Work to be completed:
Determine how many lines of the listing below include the string "Right". Output the number and nothing more.

Data shown:
*** Begin section ***

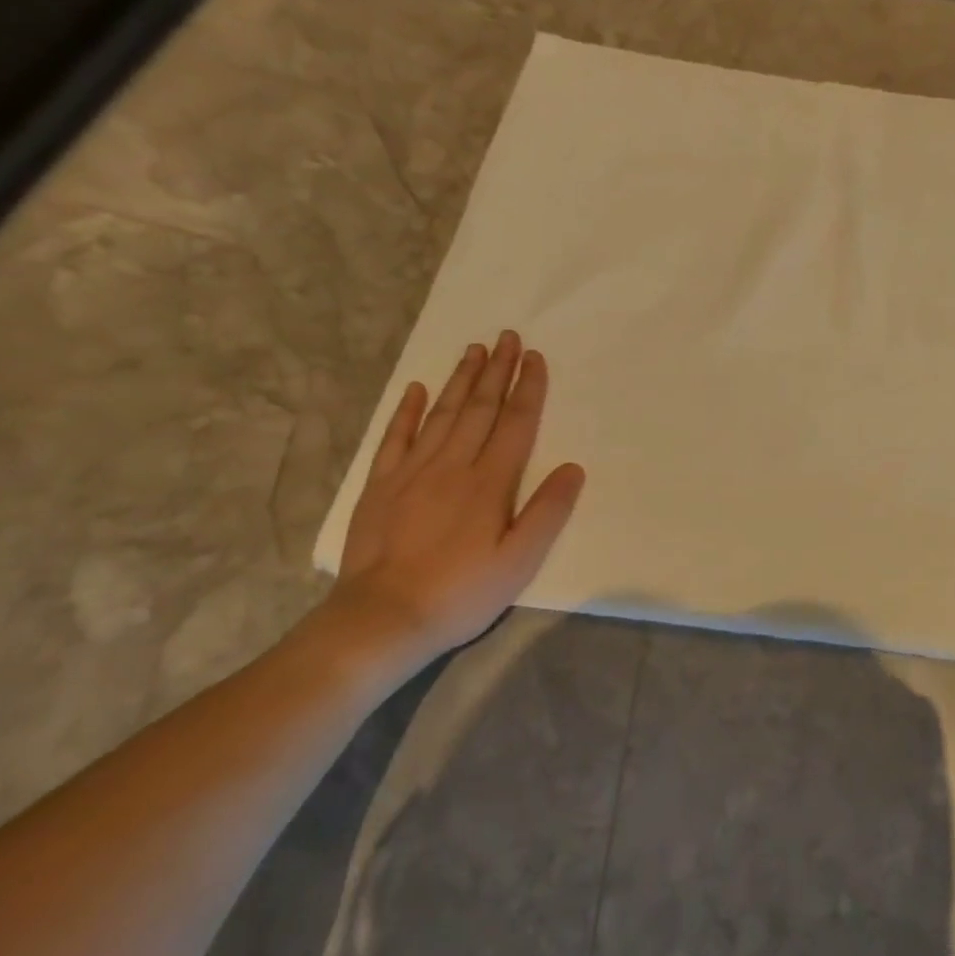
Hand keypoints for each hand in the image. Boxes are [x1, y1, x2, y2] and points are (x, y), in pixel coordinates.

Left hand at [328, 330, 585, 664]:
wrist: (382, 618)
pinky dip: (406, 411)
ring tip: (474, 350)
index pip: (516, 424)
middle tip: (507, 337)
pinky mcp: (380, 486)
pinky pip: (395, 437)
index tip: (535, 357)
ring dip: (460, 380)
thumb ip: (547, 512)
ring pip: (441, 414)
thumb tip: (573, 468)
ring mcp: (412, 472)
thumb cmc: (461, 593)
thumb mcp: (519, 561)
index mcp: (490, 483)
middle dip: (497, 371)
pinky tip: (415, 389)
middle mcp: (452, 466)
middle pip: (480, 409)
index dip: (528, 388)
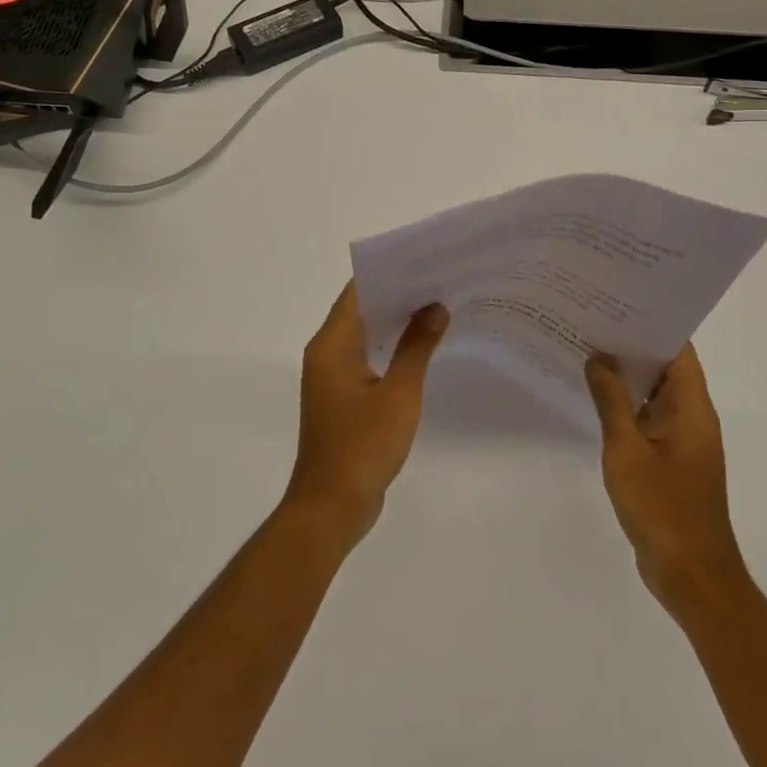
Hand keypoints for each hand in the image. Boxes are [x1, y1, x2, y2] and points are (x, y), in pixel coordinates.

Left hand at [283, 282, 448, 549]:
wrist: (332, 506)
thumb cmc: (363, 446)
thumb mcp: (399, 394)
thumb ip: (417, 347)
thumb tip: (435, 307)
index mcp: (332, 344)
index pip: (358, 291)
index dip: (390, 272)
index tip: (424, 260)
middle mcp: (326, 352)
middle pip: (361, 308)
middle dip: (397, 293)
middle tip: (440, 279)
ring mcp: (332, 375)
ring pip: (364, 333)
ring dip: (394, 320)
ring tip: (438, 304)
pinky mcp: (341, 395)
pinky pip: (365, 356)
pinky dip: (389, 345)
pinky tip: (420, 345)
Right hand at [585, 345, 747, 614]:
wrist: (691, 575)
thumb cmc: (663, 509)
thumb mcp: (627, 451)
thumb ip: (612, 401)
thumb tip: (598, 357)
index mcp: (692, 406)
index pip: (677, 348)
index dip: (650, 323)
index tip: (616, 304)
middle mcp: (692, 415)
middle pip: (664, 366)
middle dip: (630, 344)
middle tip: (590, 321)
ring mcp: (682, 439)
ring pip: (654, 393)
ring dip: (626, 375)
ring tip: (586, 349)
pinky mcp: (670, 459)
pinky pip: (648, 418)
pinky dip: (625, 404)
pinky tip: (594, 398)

*** End section ***
*** Begin section ***

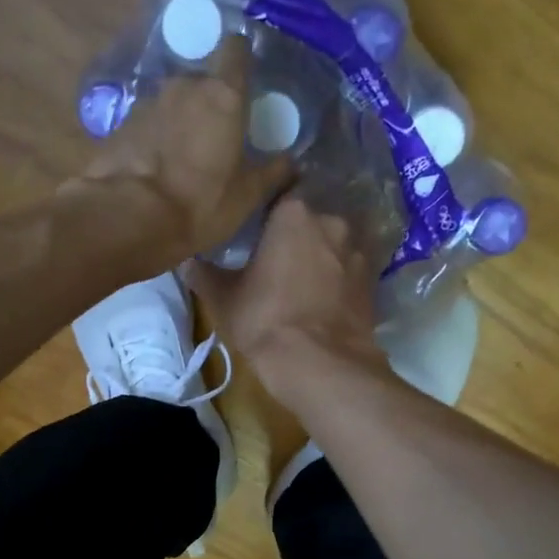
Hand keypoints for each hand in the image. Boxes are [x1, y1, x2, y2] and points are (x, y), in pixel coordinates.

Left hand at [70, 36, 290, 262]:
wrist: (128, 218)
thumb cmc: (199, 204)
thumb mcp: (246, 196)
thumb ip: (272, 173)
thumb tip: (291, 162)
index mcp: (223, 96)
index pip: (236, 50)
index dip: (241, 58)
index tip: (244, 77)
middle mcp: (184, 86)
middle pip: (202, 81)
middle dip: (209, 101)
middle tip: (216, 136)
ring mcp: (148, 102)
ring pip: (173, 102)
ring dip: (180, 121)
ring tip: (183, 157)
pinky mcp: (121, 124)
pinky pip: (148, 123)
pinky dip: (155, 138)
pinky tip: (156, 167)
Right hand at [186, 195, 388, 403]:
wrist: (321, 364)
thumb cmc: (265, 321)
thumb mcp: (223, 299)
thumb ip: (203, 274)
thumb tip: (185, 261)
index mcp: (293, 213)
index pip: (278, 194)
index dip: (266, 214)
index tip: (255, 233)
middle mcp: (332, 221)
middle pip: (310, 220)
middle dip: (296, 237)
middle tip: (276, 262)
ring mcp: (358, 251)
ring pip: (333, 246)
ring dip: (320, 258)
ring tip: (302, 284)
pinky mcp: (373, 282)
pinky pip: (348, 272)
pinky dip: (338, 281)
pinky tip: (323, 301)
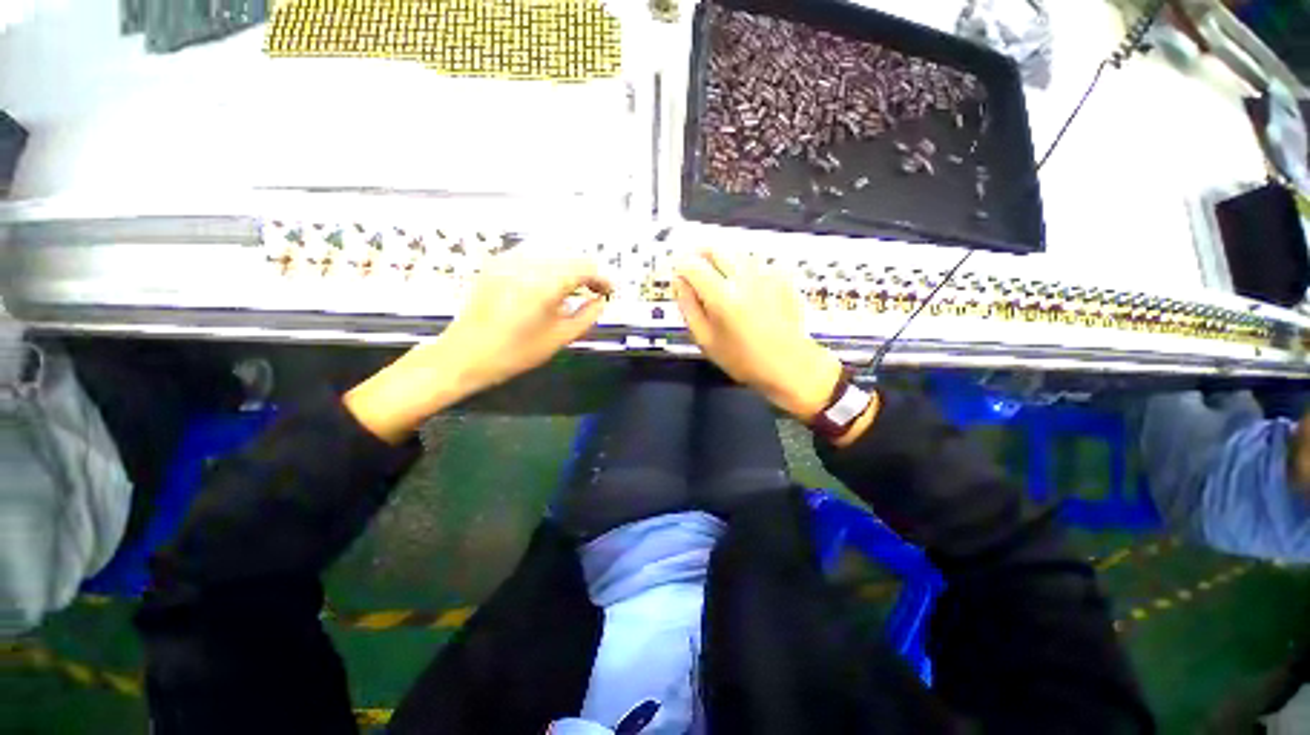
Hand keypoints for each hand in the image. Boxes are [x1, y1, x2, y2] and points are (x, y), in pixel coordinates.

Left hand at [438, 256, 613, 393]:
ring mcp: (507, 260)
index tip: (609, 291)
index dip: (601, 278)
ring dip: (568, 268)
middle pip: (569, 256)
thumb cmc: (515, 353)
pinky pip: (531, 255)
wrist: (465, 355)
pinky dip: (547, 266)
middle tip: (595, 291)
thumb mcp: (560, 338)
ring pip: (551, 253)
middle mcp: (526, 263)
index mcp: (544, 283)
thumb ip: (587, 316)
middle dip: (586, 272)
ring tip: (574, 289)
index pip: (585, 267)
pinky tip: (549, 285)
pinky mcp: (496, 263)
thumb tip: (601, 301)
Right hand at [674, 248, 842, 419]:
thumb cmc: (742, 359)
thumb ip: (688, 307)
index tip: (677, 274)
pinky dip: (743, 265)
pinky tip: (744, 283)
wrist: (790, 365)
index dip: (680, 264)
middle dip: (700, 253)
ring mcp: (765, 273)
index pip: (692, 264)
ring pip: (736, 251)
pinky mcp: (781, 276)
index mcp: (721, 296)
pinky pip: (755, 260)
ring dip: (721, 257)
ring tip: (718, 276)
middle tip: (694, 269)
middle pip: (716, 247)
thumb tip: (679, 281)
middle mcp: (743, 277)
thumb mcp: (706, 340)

*** End section ***

Output for this task:
3